PhD classes
INTRODUCTION TO EMPIRICAL FINANCE
Instructor: Eric Ghysels
This course is intended for PhD students in finance and related fields. It is designed to teach
students how to conduct empirical research in asset pricing. The goal is that students become
familiar with the issues at stake in empirical asset pricing, the methodologies used, the
classic papers as well as the recent
contributions, and be able to analyze and evaluate new research effectively.
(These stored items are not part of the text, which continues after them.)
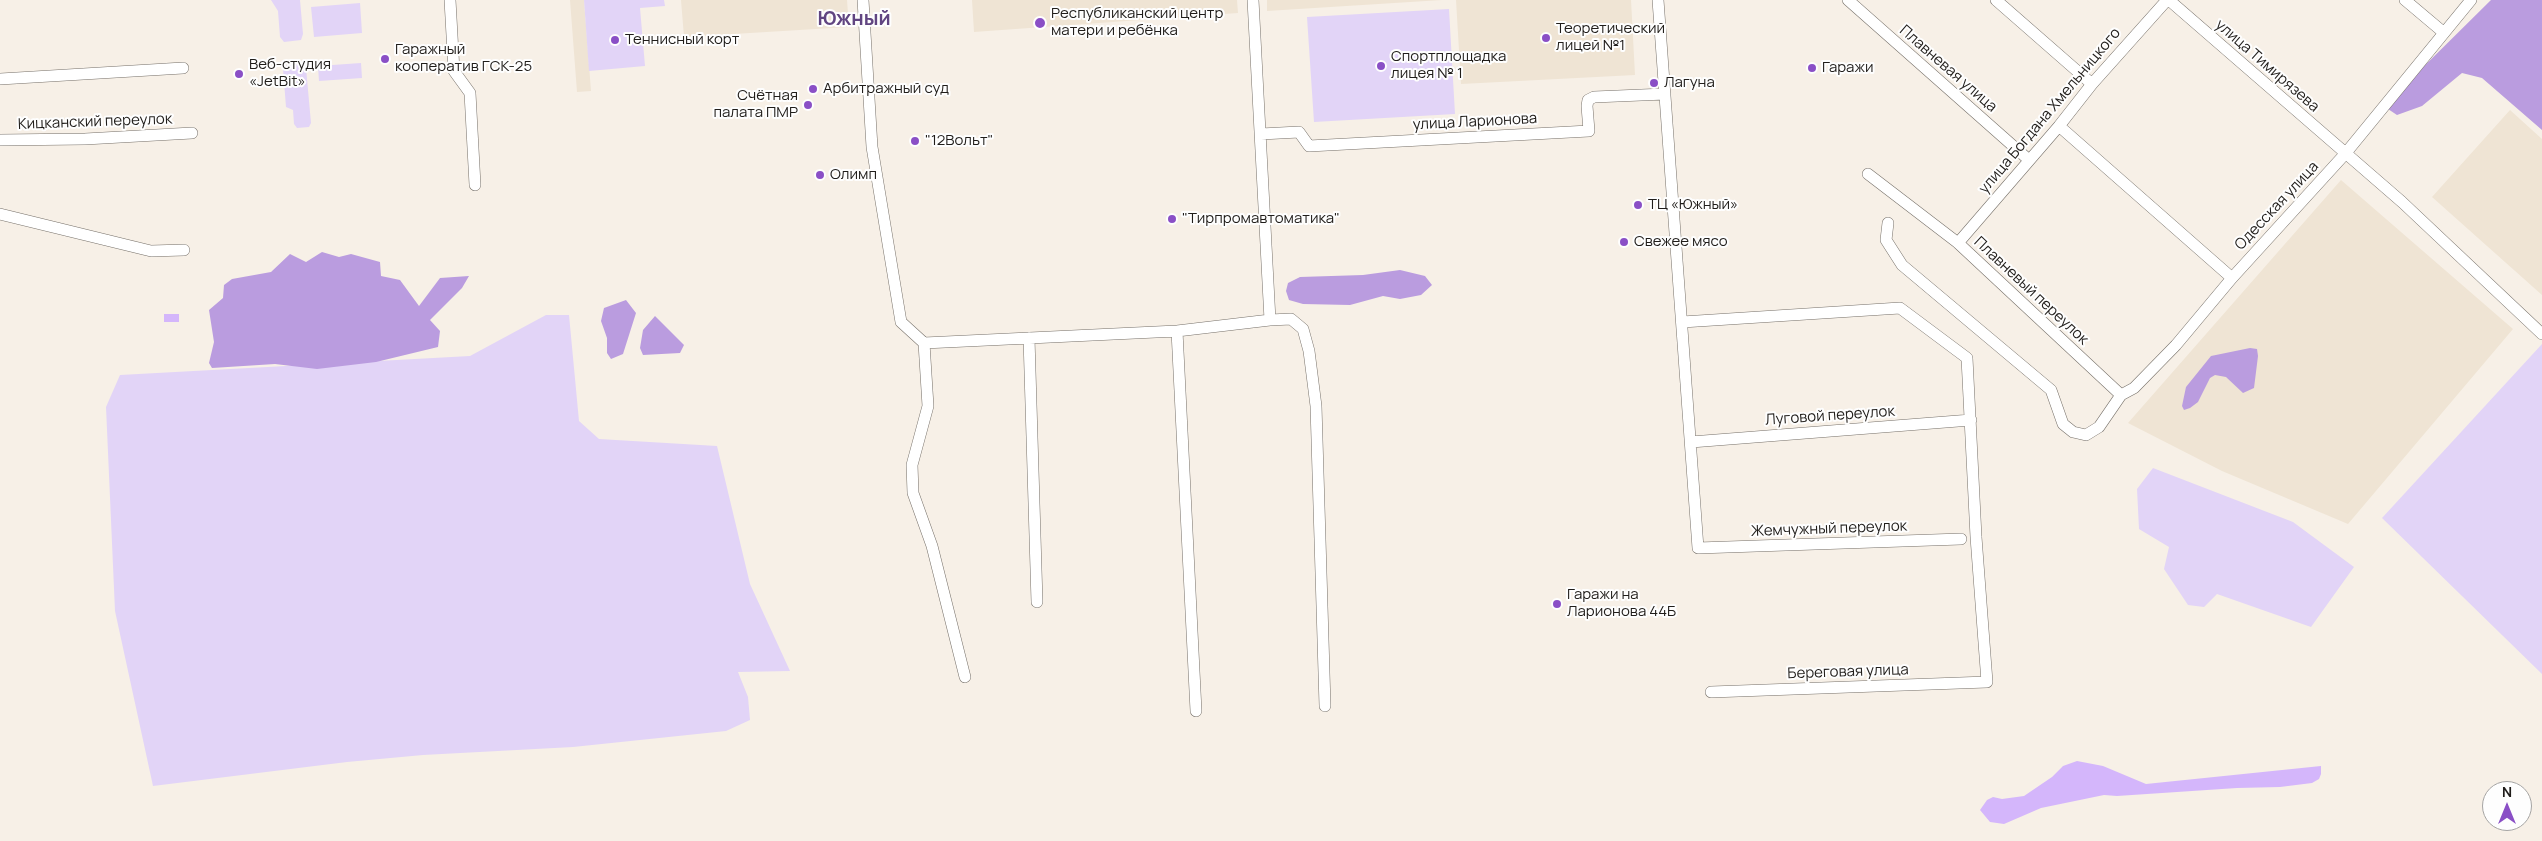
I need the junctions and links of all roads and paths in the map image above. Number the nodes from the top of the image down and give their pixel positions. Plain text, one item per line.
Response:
1 (450, 0) edge
2 (863, 0) edge
3 (1253, 0) edge
4 (1658, 0) edge
5 (1848, 0) edge
6 (1996, 0) edge
7 (2168, 0) edge
8 (2405, 0) edge
9 (2471, 0) edge
10 (2444, 32) junction
11 (183, 68) dead end
12 (0, 79) edge
13 (2092, 84) junction
14 (1665, 94) junction
15 (2059, 126) junction
16 (192, 133) dead end
17 (1261, 134) junction
18 (0, 140) edge
19 (2345, 154) junction
20 (2029, 160) junction
21 (1868, 174) dead end
22 (475, 185) dead end
23 (0, 214) edge
24 (1888, 223) dead end
25 (1958, 243) junction
26 (184, 250) dead end
27 (2232, 278) junction
28 (1270, 320) junction
29 (1682, 322) junction
30 (1177, 331) junction
31 (2542, 334) edge
32 (1029, 338) junction
33 (924, 343) junction
34 (2121, 395) junction
35 (1971, 420) junction
36 (1691, 442) junction
37 (1961, 539) dead end
38 (1037, 602) dead end
39 (966, 677) dead end
40 (1710, 692) dead end
41 (1325, 706) dead end
42 (1196, 711) dead end

1 - 22 street
2 - 33 street
3 - 17 street
4 - 14 street
5 - 20 street, Плавневая улица
6 - 13 street
7 - 13 street, улица Богдана Хмельницкого
7 - 19 street, улица Тимирязева
8 - 10 street
9 - 10 street, Одесская улица
10 - 19 street, Одесская улица
11 - 12 street
13 - 15 street, улица Богдана Хмельницкого
14 - 17 street, улица Ларионова
14 - 29 street
15 - 20 street, улица Богдана Хмельницкого
15 - 27 street
16 - 18 street, Кицканский переулок
17 - 28 street
19 - 27 street, Одесская улица
19 - 31 street, улица Тимирязева
20 - 25 street, улица Богдана Хмельницкого
21 - 25 street, Плавневый переулок
23 - 26 street
24 - 34 street, Одесская улица
25 - 34 street, Плавневый переулок
27 - 34 street, Одесская улица
28 - 30 street
28 - 41 street
29 - 35 street
29 - 36 street
30 - 32 street
30 - 42 street
32 - 33 street
32 - 38 street
33 - 39 street
35 - 36 street, Луговой переулок
35 - 40 street, Береговая улица
36 - 37 street, Жемчужный переулок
Finally, students are expected
to acquire the skills to conduct and present original empirical research in finance.
Material from the following books will be used throughout the course:
John Y. Campbell, Andrew W. Lo and A. Craig MacKinlay, The Econometrics of Financial Markets, Princeton University Press, 1997.
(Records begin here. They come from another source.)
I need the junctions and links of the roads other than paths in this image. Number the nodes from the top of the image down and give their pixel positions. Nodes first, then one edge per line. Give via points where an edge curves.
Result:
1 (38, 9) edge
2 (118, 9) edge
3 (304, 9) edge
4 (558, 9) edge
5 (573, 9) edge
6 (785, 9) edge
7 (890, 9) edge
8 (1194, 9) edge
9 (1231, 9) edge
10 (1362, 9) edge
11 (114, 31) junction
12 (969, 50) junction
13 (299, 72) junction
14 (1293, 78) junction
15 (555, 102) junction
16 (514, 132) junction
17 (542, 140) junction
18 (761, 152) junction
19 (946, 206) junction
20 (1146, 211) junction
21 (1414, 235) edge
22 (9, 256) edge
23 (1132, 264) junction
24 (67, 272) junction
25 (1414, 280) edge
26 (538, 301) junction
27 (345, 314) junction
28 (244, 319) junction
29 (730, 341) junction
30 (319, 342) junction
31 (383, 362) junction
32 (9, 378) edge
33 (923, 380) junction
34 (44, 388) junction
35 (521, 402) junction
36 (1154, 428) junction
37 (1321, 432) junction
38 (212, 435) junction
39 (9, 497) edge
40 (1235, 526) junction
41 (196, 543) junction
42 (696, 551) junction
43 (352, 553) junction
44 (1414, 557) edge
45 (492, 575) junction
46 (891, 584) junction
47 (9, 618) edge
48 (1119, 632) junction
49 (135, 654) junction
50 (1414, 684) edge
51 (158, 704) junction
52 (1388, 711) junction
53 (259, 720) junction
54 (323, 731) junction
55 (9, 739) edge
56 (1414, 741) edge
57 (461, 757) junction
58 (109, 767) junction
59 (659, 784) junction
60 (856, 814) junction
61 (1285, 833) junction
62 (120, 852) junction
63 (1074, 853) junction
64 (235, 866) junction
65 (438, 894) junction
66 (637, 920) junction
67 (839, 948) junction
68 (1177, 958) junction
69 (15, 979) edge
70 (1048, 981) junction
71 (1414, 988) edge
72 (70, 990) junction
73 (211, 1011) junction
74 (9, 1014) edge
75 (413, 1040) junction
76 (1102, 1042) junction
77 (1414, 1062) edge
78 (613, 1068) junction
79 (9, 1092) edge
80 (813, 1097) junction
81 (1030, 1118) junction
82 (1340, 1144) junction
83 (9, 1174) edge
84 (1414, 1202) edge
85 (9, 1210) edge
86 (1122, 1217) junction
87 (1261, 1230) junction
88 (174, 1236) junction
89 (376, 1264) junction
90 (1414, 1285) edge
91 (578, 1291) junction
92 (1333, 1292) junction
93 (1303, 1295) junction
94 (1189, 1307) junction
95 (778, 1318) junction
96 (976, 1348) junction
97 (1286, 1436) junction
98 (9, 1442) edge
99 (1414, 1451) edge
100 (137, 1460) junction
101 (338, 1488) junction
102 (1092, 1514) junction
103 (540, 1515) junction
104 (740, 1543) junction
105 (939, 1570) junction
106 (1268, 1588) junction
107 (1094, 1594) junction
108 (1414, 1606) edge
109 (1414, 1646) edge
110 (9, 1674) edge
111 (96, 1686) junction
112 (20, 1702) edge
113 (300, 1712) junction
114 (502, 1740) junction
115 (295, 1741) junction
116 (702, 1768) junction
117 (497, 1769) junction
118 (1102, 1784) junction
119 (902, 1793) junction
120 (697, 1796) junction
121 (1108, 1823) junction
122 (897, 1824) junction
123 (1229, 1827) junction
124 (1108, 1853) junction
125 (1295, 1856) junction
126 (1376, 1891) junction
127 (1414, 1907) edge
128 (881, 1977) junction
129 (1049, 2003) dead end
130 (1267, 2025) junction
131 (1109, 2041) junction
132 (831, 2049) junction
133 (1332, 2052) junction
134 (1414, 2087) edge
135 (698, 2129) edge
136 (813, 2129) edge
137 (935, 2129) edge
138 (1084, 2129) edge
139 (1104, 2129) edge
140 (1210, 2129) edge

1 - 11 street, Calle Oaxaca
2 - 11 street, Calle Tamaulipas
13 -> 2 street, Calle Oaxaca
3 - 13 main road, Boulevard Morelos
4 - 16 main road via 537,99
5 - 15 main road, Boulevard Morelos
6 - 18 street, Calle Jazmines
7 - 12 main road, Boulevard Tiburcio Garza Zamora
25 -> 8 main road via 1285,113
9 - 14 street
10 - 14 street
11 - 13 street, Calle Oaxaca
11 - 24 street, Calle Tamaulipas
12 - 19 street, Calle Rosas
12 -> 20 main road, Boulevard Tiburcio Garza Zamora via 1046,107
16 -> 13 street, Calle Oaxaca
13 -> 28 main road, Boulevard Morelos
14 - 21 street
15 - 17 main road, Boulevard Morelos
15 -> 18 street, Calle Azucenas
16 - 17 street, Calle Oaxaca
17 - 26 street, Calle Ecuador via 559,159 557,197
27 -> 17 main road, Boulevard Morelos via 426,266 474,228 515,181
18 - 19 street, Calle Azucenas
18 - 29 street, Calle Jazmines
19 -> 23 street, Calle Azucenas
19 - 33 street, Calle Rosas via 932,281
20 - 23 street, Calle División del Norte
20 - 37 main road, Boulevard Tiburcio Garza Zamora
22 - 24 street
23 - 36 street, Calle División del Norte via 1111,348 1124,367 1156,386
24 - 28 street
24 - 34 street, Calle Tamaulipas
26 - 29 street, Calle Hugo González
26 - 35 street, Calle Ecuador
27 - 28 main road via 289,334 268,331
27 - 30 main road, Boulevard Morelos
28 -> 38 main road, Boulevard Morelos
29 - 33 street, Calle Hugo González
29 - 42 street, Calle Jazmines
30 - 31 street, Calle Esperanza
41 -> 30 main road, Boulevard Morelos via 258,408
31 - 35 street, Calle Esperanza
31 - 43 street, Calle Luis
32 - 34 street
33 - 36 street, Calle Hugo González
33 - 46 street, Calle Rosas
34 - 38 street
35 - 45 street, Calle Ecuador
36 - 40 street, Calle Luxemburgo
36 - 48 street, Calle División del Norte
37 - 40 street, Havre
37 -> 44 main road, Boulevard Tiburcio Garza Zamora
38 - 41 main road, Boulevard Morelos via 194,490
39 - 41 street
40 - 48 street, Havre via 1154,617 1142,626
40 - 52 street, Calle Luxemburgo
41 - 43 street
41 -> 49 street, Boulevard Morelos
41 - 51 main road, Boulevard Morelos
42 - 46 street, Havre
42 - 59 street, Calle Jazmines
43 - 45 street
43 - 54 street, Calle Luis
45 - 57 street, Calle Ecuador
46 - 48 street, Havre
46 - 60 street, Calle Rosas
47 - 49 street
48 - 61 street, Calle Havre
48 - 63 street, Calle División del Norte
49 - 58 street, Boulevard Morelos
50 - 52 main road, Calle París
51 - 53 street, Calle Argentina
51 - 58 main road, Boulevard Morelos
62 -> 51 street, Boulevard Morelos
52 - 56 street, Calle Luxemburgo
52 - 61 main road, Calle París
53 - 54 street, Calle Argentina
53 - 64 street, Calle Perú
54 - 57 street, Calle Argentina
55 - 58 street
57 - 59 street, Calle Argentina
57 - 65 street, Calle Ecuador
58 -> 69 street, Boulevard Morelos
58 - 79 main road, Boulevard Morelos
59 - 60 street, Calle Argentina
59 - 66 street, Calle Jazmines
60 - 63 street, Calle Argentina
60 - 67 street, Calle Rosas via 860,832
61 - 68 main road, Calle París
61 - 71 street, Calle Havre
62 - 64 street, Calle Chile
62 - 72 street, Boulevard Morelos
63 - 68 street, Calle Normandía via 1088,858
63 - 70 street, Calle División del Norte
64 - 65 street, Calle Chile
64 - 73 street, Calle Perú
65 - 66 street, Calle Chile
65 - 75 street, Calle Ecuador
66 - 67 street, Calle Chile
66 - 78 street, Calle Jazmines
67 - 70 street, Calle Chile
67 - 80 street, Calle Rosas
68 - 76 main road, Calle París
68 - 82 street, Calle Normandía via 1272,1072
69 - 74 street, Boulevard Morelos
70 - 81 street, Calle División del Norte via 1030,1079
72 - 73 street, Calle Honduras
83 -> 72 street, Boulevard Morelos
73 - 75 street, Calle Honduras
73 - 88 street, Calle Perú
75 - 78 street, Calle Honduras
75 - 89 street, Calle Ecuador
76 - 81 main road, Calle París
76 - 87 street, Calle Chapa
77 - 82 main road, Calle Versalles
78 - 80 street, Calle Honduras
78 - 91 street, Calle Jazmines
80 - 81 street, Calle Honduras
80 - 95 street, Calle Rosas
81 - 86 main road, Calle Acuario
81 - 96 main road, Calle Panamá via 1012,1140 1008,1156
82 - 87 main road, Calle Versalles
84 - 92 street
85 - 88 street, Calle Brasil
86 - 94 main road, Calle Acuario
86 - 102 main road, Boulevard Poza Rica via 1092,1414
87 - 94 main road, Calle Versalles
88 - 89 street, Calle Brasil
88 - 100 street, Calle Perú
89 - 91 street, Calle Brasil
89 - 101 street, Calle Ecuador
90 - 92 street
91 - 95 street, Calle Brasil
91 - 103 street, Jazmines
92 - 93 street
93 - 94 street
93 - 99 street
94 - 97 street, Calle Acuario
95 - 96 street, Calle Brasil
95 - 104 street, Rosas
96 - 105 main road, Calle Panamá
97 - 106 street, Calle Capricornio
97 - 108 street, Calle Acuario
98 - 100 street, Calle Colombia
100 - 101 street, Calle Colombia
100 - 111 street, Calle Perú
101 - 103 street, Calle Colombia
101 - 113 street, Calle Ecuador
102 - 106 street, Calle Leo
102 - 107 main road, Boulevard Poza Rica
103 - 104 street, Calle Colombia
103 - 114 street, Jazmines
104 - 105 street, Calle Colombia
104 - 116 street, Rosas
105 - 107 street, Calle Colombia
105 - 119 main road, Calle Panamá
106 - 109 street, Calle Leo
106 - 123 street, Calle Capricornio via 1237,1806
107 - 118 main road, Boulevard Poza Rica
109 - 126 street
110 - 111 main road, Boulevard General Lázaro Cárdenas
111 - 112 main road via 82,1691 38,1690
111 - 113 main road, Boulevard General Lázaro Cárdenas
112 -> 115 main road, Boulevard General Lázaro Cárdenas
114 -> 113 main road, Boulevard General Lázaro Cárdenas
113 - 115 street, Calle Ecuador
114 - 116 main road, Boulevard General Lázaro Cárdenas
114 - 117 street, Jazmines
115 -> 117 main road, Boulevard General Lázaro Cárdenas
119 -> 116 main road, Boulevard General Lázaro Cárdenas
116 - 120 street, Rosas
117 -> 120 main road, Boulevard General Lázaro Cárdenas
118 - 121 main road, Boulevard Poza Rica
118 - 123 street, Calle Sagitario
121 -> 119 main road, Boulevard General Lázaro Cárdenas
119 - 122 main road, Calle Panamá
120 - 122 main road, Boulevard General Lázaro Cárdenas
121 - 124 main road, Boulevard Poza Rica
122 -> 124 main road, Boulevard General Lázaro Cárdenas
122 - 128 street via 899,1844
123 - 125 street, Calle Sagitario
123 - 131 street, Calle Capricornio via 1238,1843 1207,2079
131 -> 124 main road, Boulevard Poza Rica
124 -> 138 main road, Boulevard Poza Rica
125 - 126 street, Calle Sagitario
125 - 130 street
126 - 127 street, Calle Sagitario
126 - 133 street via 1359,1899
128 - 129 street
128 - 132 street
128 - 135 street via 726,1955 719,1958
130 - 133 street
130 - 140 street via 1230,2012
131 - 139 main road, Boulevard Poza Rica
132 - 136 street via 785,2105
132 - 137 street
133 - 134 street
John Cochrane, Asset Pricing,
Princeton University
Press, 2001.
Alastair Hall, Generalized Method of Moments, Oxford
University Press, 2005.
Kenneth J. Singleton, Empirical Dynamic Asset Pricing: Model
Specification and Econometric Assessment, Princeton
University Press, 2006.
Michael Johannes and Nicholas Polson, Bayesian Computation: Markov Chain Monte Carlo
and Particle Filtering, Unpublished Manuscript, 2010.
In addition to the books we will also assign journal articles
(most downloadable from JSTOR and/or UNC e-journal links).
This year the course will focus on four broad topics that will be covered in detail. They are (1) GMM estimation and applications to asset pricing, (2) models of asset price volatility - discrete and continuous time, (3) affine term structure models, and (4) Bayesian MCMC methods applied to empirical asset pricing.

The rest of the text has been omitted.